WHAT YOU SHOULD DO – From first line to last, output the records below exactly.

SOURCE INFORMATION –
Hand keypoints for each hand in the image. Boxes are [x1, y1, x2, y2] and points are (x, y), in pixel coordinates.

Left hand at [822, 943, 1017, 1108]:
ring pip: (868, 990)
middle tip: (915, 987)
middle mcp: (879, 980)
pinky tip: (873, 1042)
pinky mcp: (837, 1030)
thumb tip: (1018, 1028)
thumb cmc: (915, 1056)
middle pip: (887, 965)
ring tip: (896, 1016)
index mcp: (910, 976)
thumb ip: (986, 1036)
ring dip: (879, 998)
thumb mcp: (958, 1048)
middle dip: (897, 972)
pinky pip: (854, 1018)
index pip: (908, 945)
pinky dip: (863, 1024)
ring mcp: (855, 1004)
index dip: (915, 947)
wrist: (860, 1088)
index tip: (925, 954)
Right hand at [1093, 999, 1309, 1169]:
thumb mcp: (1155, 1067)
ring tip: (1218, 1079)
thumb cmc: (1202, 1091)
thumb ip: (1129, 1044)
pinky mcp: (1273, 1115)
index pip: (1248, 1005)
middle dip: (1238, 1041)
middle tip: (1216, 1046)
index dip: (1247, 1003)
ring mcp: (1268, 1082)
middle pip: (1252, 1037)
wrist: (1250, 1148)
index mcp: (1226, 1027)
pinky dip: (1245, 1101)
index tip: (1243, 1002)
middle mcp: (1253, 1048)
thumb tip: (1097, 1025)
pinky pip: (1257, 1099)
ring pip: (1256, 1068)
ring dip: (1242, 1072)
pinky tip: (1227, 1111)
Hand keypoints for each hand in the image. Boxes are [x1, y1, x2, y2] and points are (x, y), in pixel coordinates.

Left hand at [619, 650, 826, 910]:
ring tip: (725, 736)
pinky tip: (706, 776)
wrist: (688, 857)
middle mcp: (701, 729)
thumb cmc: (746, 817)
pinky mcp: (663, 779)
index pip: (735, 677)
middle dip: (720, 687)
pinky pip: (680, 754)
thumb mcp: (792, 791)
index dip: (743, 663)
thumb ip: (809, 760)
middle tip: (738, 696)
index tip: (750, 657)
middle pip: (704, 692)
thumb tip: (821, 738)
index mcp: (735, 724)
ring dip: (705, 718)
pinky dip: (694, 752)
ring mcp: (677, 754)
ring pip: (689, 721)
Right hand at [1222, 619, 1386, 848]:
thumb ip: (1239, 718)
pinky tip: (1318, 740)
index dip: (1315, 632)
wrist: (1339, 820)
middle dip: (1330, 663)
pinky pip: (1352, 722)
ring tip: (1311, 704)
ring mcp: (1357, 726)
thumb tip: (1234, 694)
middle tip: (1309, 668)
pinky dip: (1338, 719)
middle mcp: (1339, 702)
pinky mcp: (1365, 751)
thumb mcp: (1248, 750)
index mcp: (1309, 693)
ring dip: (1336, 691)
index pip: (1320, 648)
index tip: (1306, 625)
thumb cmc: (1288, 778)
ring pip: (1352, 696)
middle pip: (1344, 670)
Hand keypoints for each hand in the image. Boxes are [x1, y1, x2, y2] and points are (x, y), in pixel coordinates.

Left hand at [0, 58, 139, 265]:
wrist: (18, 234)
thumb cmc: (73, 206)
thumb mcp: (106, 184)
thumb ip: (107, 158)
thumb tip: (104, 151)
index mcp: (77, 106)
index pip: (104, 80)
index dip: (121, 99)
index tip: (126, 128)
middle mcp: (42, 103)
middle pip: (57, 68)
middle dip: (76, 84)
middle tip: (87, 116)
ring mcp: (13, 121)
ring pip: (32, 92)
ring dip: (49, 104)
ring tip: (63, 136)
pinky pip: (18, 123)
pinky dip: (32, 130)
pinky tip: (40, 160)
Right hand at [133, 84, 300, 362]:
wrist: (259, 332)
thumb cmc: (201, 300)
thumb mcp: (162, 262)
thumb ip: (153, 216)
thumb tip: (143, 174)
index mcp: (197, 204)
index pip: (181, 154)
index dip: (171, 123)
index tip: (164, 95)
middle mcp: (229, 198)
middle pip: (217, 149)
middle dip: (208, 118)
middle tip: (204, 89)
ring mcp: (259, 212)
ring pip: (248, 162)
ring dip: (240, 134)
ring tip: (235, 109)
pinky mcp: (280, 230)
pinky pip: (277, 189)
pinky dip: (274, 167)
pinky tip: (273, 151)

REPLY TO THE TASK –
Hand keypoints for each hand in the image. Boxes are [x1, y1, x2, y2] and points are (x, y), in pixel coordinates.

Left hand at [822, 943, 1017, 1108]:
ring pip: (868, 990)
middle tip: (915, 987)
middle mcp: (879, 980)
pinky tip: (873, 1042)
pinky mcp: (837, 1030)
thumb tip: (1018, 1028)
thumb cmc: (915, 1056)
middle pip: (887, 965)
ring tip: (896, 1016)
index mcp: (910, 976)
thumb ip: (986, 1036)
ring dip: (879, 998)
thumb mcp: (958, 1048)
middle dip: (897, 972)
pinky pip: (854, 1018)
index pip: (908, 945)
pinky dip: (863, 1024)
ring mcp: (855, 1004)
index dip: (915, 947)
wrist: (860, 1088)
index tip: (925, 954)
Right hand at [1093, 999, 1309, 1169]:
thumb mcp: (1155, 1067)
ring tip: (1218, 1079)
thumb cmc: (1202, 1091)
thumb ip: (1129, 1044)
pinky mcp: (1273, 1115)
index pip: (1248, 1005)
middle dip: (1238, 1041)
middle tip: (1216, 1046)
index dip: (1247, 1003)
ring mcp: (1268, 1082)
middle pip: (1252, 1037)
wrist: (1250, 1148)
index mcp: (1226, 1027)
pinky dip: (1245, 1101)
index tip: (1243, 1002)
middle mcp: (1253, 1048)
thumb tip: (1097, 1025)
pinky pip: (1257, 1099)
ring pip: (1256, 1068)
ring dip: (1242, 1072)
pinky tip: (1227, 1111)
Hand keypoints for each hand in the image. Boxes are [x1, y1, x2, y2] and points are (x, y), in pixel coordinates.

Left hand at [619, 650, 826, 910]:
ring tip: (725, 736)
pinky tip: (706, 776)
wrist: (688, 857)
middle mcp: (701, 729)
thumb cmc: (746, 817)
pinky mcp: (663, 779)
index pip: (735, 677)
middle dip: (720, 687)
pinky pip: (680, 754)
thumb mcp: (792, 791)
index dip: (743, 663)
thumb ip: (809, 760)
middle tip: (738, 696)
index tip: (750, 657)
middle pip: (704, 692)
thumb tip: (821, 738)
index mcp: (735, 724)
ring dip: (705, 718)
pinky dip: (694, 752)
ring mcp: (677, 754)
ring pip: (689, 721)
Right hand at [1222, 619, 1386, 848]:
thumb ip: (1239, 718)
pinky tip: (1318, 740)
index dip: (1315, 632)
wrist: (1339, 820)
middle dip: (1330, 663)
pinky pip: (1352, 722)
ring tip: (1311, 704)
ring mcp: (1357, 726)
thumb tip: (1234, 694)
middle tip: (1309, 668)
pinky dip: (1338, 719)
middle mcp: (1339, 702)
pinky mcp: (1365, 751)
thumb mcp: (1248, 750)
index mcp: (1309, 693)
ring dip: (1336, 691)
index pip: (1320, 648)
index tip: (1306, 625)
thumb cmc: (1288, 778)
ring pip: (1352, 696)
middle pip: (1344, 670)
Hand keypoints for each hand in the image. Boxes are [x1, y1, x2, y2] and points are (x, y), in pixel coordinates.

Left hand at [0, 58, 139, 265]:
wrist: (18, 234)
thumb cmc: (73, 206)
thumb mcp: (106, 184)
thumb ip: (107, 158)
thumb tip: (104, 151)
index mcp: (77, 106)
index pip: (104, 80)
index dip: (121, 99)
index tip: (126, 128)
middle mcp: (42, 103)
middle pip: (57, 68)
middle dip: (76, 84)
middle tip: (87, 116)
ring mcp: (13, 121)
ring pip: (32, 92)
ring dip: (49, 104)
ring tip: (63, 136)
pinky pip: (18, 123)
pinky dip: (32, 130)
pinky tip: (40, 160)
Right hand at [133, 84, 300, 362]:
wrist: (259, 332)
thumb cmc: (201, 300)
thumb mcp: (162, 262)
thumb ip: (153, 216)
thumb tip: (143, 174)
index mcp: (197, 204)
index pip: (181, 154)
index dip: (171, 123)
index tip: (164, 95)
middle mcp: (229, 198)
middle pip: (217, 149)
middle dip: (208, 118)
middle tip: (204, 89)
ring mcp: (259, 212)
ring pip: (248, 162)
ring dip: (240, 134)
ring tip: (235, 109)
pinky mcp: (280, 230)
pinky pip: (277, 189)
pinky dip: (274, 167)
pinky tip: (273, 151)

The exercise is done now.